__EXERCISE DESCRIPTION__
Work through the data below line by line and say how many lines hold "Murrieta"; give only the number.
──────
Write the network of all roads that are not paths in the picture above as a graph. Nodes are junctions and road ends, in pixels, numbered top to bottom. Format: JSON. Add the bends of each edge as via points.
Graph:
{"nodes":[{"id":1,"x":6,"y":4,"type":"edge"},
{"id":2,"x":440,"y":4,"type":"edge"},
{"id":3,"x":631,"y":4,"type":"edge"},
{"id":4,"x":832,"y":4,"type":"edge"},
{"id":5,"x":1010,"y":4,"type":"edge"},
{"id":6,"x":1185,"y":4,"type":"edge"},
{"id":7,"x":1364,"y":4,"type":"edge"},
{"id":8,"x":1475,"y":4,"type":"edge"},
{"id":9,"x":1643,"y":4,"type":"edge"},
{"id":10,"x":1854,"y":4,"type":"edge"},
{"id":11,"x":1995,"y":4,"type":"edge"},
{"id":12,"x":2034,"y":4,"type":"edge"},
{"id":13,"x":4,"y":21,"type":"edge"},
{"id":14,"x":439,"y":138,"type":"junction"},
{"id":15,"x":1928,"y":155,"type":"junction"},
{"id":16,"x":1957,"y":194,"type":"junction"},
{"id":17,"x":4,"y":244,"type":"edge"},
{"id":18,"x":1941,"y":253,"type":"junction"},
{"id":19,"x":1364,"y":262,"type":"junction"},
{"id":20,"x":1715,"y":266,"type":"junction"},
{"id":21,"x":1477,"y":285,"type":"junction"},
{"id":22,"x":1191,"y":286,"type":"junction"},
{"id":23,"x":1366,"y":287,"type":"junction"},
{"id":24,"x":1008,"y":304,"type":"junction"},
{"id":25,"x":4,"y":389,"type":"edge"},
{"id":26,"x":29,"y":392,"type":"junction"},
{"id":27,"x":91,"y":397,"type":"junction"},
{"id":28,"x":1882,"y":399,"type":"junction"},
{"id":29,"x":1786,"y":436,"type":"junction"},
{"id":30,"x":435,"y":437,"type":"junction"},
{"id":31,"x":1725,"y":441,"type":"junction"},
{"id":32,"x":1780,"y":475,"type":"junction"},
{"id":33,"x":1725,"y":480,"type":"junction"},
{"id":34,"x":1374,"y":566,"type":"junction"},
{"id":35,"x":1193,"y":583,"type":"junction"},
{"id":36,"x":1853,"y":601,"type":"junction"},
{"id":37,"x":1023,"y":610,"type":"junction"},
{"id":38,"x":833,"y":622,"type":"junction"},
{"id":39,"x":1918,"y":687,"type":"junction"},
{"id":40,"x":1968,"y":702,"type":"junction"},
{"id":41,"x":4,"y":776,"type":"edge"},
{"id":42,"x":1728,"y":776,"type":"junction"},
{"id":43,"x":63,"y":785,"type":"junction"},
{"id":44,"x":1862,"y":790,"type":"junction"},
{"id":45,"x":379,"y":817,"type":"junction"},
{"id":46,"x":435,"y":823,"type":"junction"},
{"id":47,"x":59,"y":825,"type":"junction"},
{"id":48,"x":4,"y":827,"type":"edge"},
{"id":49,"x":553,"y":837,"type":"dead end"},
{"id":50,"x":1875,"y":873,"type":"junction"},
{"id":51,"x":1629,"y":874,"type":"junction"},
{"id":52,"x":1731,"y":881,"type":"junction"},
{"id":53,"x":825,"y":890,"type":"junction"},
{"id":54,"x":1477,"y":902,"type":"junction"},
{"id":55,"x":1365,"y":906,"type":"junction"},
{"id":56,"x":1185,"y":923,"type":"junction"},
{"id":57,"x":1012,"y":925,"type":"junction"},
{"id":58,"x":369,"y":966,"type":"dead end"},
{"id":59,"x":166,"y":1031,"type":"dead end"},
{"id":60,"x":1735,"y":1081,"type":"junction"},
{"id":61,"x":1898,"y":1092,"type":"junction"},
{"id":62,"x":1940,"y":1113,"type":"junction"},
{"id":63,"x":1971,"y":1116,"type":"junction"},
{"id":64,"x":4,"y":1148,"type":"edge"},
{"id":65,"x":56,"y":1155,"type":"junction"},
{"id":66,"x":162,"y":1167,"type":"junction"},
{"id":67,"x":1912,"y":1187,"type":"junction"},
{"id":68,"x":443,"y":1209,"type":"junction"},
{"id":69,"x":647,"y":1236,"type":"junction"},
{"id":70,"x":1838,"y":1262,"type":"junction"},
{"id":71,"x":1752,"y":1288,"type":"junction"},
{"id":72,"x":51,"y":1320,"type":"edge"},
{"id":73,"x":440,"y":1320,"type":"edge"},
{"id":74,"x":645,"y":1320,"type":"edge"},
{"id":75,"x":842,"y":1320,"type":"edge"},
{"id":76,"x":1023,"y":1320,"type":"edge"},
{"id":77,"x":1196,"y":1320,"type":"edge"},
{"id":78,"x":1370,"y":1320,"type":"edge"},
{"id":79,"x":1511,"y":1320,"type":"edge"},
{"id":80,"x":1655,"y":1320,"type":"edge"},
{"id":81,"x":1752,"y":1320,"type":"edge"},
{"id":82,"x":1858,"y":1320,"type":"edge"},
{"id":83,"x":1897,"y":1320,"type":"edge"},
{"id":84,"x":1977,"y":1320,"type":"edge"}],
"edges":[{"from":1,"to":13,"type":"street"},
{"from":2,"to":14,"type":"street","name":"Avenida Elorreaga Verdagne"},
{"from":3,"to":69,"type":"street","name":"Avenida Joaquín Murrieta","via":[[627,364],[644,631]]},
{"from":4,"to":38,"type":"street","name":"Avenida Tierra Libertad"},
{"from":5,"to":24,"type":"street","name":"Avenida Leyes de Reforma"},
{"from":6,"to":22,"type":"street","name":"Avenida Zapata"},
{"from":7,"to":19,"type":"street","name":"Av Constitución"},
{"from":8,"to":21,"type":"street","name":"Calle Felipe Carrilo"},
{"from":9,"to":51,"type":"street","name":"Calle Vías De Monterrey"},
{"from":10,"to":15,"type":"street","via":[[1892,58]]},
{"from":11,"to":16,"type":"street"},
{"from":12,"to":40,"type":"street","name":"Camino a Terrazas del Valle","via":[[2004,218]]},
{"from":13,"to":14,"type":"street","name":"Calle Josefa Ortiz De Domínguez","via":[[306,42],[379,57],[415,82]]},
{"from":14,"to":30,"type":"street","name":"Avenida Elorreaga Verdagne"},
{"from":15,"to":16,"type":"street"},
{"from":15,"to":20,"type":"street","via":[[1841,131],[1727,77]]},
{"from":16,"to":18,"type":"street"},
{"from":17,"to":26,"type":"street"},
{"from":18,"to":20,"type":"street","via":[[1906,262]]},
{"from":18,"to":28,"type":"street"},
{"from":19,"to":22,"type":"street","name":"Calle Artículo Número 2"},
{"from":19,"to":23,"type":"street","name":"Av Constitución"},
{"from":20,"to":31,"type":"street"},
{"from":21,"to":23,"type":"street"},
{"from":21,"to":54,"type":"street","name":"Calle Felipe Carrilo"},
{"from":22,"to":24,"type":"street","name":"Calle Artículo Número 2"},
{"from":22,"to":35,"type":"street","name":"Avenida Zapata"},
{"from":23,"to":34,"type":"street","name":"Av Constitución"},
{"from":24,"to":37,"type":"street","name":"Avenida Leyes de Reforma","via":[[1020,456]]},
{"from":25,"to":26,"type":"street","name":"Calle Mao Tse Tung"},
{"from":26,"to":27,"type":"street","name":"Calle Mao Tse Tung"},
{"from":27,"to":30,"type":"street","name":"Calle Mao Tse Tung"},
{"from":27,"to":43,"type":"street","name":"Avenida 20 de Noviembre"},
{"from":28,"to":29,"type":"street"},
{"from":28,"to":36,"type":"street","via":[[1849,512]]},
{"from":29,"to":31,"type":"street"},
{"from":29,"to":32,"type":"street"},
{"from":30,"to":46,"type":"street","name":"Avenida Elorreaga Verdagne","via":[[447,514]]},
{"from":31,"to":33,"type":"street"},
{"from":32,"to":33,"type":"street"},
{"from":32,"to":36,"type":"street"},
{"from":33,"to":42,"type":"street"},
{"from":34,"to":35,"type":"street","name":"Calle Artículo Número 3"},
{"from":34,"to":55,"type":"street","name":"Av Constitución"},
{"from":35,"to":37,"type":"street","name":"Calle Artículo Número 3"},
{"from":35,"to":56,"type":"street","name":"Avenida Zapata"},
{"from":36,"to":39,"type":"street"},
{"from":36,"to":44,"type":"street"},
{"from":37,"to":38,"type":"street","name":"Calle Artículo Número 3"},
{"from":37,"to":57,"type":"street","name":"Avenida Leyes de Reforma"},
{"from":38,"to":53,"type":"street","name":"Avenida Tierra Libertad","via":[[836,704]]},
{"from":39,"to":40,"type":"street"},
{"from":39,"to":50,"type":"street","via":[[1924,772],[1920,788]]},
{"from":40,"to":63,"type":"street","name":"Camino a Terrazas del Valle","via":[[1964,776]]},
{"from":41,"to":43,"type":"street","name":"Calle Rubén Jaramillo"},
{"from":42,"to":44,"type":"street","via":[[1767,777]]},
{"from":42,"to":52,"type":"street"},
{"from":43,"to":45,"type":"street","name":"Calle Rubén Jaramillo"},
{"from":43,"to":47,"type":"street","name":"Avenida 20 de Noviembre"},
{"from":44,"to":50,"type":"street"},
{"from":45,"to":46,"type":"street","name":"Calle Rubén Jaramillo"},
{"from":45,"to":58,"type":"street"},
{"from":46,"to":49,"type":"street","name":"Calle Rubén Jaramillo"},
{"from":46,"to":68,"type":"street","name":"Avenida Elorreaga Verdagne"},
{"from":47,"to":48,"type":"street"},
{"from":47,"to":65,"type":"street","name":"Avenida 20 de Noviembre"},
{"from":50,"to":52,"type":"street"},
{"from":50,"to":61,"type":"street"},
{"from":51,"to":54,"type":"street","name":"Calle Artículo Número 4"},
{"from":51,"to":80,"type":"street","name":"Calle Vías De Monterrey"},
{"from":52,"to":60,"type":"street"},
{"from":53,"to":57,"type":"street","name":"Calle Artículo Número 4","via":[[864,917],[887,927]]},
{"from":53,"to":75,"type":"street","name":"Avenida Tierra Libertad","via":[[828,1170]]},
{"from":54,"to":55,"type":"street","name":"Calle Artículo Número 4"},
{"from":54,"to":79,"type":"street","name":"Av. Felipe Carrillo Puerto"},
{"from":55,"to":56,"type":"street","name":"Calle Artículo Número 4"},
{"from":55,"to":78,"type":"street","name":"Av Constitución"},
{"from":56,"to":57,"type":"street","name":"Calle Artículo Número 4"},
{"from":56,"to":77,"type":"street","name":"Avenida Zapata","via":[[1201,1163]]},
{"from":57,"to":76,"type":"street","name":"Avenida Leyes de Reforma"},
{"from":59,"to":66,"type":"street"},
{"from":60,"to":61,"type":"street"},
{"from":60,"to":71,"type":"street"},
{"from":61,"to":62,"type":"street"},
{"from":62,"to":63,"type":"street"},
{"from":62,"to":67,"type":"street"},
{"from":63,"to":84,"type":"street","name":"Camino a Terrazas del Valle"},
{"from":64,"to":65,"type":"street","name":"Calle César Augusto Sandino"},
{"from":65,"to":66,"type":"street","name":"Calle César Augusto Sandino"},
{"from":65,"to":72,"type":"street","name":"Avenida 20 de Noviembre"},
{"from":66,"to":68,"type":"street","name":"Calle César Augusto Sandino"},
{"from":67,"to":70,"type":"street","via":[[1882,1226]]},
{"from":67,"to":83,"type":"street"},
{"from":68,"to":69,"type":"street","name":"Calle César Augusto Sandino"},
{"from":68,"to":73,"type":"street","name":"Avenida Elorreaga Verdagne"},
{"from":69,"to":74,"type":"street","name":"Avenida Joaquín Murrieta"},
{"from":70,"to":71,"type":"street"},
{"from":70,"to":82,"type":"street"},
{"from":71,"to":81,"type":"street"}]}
──────
__SOLVED EXERCISE__
2